European Society for Spatial Biology (ESSB)

European Society for Spatial Biology

After the conference is before the conference - Save the date: The 2nd ESSB Conference will take place on October 14th—17th 2025 in Heidelberg, Germany! Stay tuned!

Machine Learning and Data Integration in Spatial Biology

Chairs: Denis Schapiro, Leeat Keren

Thursday, 12.12.2024, 2:00 pm

Invited talk by Leeat Keren
Molecular Cell Biology, Weizmann Institute of science, Rehovot, Israel

Escalating high-dimensional imaging for cancer research

Tumors are spatially organized ecosystems that are comprised of distinct cell types, each of which can assume a variety of phenotypes defined by coexpression of multiple proteins. To underscore this complexity it is essential to interrogate cellular expression patterns within their native context in the tissue. I will describe technological and computational advancements in multiplexed imaging, and demonstrate its application to study the tumor microenvironment.

Biosketch

Dr. Leeat Keren is an assistant professor in the department of Molecular Cell Biology, Weizmann Institute of science. She completed her Ph.D. in computational biology in the Weizmann Institute of Science in 2016 and her postdoc with Dr. Michael Angelo in Stanford University in 2020. She is an Azrieli Faculty Fellow, a recipient of the Dale F. Frey breakthrough scientist award from the Damon Runyon Cancer Research Foundation and a recipient of the James Heineman Research Award.

 

 

Short talk by Lorenz Rumberger

Max-Delbruck-Center for Molecular Medicine in the Helmholtz Association, Berlin, Germany
Humboldt-Universität zu Berlin, Faculty of Mathematics and Natural Sciences, Berlin, Germany
Helmholtz Imaging

Automated classification of cellular expression in multiplexed imaging
data with Nimbus

Multiplexed imaging offers a powerful approach to characterize the spatial topography of tissues in both health and disease. To analyze such data, the specific combination of markers that are present in each cell must be enumerated in a process known as cell clustering. For clustering, the image data is transformed to tabular data, by integrating the marker expressions of the individual cell segments. This step introduces errors due to multiple confounders: signal can spill over from adjacent cells, uneven illumination and background staining can introduce false positives. To tackle this, we constructed the Pan-Multiplex (Pan-M) dataset containing 197 million distinct annotations of marker expression across 15 different cell types.

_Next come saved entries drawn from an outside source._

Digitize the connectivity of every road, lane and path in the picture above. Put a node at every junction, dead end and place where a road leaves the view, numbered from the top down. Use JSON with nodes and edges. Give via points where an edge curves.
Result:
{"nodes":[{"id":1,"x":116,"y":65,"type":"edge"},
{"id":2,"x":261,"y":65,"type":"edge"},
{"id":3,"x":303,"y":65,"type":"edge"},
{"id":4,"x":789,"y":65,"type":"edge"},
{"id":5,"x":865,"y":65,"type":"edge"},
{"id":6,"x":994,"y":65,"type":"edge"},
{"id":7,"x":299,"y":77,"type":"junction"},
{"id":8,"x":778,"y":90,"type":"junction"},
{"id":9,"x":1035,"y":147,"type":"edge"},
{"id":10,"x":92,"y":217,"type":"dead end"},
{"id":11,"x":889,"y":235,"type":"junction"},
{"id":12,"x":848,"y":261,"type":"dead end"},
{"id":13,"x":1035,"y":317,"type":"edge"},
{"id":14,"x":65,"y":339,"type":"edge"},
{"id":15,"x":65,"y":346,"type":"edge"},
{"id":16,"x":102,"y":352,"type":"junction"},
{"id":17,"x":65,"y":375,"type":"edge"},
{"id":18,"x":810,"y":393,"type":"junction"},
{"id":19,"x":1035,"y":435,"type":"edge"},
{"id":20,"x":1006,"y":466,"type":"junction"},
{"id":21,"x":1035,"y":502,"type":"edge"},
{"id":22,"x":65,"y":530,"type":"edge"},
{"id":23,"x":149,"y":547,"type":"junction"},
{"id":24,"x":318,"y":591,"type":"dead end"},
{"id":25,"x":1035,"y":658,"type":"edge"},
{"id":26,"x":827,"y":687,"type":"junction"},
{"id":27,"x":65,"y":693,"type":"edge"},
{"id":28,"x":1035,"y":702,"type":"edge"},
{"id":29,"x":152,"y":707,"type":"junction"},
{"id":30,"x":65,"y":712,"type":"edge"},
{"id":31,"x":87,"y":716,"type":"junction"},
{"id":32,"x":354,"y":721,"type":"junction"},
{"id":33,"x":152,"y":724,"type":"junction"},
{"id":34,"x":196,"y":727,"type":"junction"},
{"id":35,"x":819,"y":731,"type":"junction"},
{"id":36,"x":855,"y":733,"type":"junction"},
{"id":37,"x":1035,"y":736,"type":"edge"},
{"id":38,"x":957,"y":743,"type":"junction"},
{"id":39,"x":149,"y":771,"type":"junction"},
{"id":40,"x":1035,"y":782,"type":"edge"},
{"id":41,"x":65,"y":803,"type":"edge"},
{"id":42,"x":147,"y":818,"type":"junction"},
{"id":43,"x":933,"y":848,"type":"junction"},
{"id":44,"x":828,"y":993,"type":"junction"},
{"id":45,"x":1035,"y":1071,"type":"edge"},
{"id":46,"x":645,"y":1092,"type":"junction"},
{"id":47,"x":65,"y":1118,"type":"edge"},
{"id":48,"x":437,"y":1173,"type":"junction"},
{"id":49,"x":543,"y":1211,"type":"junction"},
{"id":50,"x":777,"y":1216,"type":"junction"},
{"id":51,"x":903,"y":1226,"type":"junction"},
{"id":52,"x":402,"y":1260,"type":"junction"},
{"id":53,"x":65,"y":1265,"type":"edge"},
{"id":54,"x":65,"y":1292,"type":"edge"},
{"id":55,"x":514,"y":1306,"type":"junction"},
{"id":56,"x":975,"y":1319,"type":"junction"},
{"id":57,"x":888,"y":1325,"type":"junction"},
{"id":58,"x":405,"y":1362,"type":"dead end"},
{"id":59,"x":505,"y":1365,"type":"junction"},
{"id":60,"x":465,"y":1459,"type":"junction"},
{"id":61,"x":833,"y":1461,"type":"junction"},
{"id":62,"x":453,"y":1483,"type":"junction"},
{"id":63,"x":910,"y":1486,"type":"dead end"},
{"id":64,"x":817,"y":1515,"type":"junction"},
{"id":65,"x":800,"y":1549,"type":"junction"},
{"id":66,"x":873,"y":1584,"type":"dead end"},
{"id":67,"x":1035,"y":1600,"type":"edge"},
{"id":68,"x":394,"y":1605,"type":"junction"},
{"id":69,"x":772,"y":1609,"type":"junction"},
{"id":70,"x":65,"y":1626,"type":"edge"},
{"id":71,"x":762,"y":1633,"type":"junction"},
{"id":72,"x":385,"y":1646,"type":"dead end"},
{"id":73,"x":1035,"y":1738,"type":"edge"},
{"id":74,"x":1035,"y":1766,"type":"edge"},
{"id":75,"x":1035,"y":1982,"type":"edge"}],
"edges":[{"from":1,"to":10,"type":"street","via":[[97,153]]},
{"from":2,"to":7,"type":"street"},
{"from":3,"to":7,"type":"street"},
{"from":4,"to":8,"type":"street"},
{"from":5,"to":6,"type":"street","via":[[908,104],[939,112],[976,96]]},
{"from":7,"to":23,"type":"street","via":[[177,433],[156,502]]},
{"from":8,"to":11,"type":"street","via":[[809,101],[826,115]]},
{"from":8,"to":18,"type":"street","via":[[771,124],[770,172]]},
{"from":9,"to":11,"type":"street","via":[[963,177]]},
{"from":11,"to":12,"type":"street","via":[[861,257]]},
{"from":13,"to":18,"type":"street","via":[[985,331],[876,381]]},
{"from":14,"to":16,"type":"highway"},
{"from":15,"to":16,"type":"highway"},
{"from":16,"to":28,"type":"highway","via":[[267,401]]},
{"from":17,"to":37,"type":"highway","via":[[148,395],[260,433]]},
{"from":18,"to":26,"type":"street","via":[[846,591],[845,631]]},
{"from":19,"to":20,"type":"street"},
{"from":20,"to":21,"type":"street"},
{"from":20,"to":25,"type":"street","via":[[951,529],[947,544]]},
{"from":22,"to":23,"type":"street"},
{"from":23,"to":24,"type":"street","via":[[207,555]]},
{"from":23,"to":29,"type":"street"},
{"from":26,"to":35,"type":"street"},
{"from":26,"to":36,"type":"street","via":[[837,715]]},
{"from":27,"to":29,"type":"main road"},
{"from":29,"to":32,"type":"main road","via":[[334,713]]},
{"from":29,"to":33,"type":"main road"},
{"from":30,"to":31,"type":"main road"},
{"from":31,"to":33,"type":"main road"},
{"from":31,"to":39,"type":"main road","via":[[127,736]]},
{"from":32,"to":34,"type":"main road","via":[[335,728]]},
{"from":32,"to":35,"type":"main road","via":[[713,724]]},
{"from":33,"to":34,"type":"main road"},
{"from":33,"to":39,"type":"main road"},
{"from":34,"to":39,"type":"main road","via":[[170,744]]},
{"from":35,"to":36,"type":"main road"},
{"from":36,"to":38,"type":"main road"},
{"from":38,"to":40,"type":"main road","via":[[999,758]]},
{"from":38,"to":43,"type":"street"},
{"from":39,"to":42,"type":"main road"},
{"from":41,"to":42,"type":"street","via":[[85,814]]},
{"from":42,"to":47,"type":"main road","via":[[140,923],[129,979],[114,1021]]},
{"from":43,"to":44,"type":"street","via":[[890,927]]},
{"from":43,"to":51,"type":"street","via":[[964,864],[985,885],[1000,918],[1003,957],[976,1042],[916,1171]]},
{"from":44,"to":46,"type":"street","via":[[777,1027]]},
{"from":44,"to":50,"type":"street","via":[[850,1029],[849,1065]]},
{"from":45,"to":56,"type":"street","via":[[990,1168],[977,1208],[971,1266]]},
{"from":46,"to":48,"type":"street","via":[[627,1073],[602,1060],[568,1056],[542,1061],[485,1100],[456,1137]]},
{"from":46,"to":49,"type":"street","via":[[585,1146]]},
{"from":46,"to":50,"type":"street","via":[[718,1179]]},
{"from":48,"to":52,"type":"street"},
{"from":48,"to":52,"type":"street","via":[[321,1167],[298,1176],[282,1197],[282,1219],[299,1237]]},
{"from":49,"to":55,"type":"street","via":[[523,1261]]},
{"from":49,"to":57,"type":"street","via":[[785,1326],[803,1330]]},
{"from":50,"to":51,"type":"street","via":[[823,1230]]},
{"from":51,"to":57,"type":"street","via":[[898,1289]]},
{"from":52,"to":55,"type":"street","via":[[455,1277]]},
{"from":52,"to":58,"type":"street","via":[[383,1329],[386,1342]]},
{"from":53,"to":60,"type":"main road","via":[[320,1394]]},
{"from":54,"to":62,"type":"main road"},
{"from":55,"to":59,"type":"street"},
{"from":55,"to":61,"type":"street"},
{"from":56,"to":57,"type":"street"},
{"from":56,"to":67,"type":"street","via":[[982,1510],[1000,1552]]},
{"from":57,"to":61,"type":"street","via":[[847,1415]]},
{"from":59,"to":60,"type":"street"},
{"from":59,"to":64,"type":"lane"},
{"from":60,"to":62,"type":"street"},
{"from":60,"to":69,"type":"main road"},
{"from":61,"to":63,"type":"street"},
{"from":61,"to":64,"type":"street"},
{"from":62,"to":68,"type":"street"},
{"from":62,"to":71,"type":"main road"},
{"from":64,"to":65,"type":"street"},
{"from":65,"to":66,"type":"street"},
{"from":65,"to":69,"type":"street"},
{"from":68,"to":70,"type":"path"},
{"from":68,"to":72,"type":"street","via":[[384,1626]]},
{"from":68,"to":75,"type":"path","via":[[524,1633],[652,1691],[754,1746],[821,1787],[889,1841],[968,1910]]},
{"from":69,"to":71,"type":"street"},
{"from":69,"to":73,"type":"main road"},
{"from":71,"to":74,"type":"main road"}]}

We used Pan-M to create Nimbus, a deep learning model to predict marker positivity. Nimbus is a pre-trained model that can predict marker expression across distinct cell types, from different tissues, acquired using different microscope platforms, without requiring any retraining. We demonstrate that Nimbus predictions capture the underlying staining patterns of the full diversity of markers present in Pan-M. We then show how Nimbus predictions can be integrated with downstream clustering algorithms to robustly identify cell subtypes in image data. All underlying data, models, and code have been released as a community resource.

Short talk by Iva Buljan

CeMM Research Center for Molecular Medicine of the Austrian Academy of Sciences,
Lazarettgasse 14 AKH BT 25.3, 1090, Vienna, Austria
Ludwig Boltzmann Institute for Network Medicine at the University of Vienna, Vienna, Austria

Tissue-specific prediction of biological age from histopathological images

Aging, the leading risk factor for many diseases, manifests in diverse forms across human tissue architecture, providing an opportunity to quantify tissue-specific aging. To comprehensively understand the relationship between tissue structure, aging and pathology in humans, we present a comprehensive analysis of changes during aging using whole slide histopathological images from the Genotype-Tissue Expression Project (GTEx). Analyzing 25,712 images from 40 tissue types across 983 individuals, we apply deep learning to quantify age-related morphological changes.

We develop ‚tissue-clocks’—predictors of biological age from tissue images—achieving a mean prediction error of 4.9 years. These clocks correlate with telomere attrition, subclinical pathologies, and comorbidities. Assessing biological aging rates across organs reveals non-uniform aging patterns, with some organs showing early changes (20-40 years) and others displaying bimodal age-related patterns. We also identify associations between demographic, lifestyle, and medical history factors and tissue-specific acceleration or deceleration of biological age, highlighting modifiable risk factors.

This work bridges molecular and cellular changes to tissue-level contexts and demonstrates the value of histopathological imaging for understanding age-associated pathology in humans.